> INPUT DATA:
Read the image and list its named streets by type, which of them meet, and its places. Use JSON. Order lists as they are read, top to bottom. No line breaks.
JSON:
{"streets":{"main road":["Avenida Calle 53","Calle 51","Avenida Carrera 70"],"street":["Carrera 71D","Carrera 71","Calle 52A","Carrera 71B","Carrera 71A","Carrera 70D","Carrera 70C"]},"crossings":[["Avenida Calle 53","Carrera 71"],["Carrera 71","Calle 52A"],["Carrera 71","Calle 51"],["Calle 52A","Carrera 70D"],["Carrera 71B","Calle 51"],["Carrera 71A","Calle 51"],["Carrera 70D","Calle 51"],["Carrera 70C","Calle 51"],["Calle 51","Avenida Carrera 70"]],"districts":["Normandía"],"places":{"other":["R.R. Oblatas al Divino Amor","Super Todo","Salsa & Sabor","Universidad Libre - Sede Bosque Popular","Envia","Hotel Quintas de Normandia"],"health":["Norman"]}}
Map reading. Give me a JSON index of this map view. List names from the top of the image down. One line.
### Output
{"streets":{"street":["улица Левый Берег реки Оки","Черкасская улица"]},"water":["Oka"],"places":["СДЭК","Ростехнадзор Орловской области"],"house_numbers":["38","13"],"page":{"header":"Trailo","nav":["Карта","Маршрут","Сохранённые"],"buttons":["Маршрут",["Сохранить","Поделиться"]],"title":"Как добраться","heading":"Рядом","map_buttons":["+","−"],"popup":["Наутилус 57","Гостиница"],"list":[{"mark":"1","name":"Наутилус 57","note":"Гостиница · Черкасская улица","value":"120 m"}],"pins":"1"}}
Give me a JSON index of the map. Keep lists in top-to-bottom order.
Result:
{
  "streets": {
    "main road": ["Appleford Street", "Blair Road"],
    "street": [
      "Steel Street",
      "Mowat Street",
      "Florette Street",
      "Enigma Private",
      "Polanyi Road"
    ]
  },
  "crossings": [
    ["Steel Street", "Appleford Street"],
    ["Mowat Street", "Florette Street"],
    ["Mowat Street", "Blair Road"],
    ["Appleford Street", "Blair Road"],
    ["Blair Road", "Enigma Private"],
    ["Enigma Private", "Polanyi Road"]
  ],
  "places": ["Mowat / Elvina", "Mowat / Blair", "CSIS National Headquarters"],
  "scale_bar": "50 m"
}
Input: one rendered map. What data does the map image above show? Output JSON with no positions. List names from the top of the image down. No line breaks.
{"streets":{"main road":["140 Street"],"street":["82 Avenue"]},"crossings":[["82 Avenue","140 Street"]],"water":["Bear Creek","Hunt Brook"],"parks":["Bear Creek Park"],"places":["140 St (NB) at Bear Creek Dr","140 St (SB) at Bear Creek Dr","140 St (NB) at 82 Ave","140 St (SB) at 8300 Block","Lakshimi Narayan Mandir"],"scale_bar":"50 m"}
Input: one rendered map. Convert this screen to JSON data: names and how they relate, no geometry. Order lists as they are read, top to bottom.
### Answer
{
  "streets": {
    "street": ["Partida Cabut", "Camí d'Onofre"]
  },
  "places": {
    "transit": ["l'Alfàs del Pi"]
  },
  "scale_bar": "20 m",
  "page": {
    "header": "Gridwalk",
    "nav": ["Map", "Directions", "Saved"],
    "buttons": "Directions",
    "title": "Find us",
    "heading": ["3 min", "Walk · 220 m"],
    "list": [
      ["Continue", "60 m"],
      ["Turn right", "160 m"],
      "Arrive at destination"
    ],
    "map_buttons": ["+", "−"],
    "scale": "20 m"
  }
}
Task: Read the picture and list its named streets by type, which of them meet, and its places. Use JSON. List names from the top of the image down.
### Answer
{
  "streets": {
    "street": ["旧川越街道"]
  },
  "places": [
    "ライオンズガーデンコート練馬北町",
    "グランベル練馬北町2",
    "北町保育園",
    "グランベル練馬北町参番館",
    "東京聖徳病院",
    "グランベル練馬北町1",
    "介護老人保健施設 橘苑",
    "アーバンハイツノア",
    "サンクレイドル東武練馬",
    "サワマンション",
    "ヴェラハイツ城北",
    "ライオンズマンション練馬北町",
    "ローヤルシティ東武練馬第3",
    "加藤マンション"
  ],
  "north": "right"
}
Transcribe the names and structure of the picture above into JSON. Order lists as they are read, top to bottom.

> ACTIVITY: Only lines that contain the string "Give" count; pick each one out of the records and copy it.

> OUTPUT OF THE TASK:
Map reading. Give me a JSON index of this map view. List names from the top of the image down. One line.
Give me a JSON index of the map. Keep lists in top-to-bottom order.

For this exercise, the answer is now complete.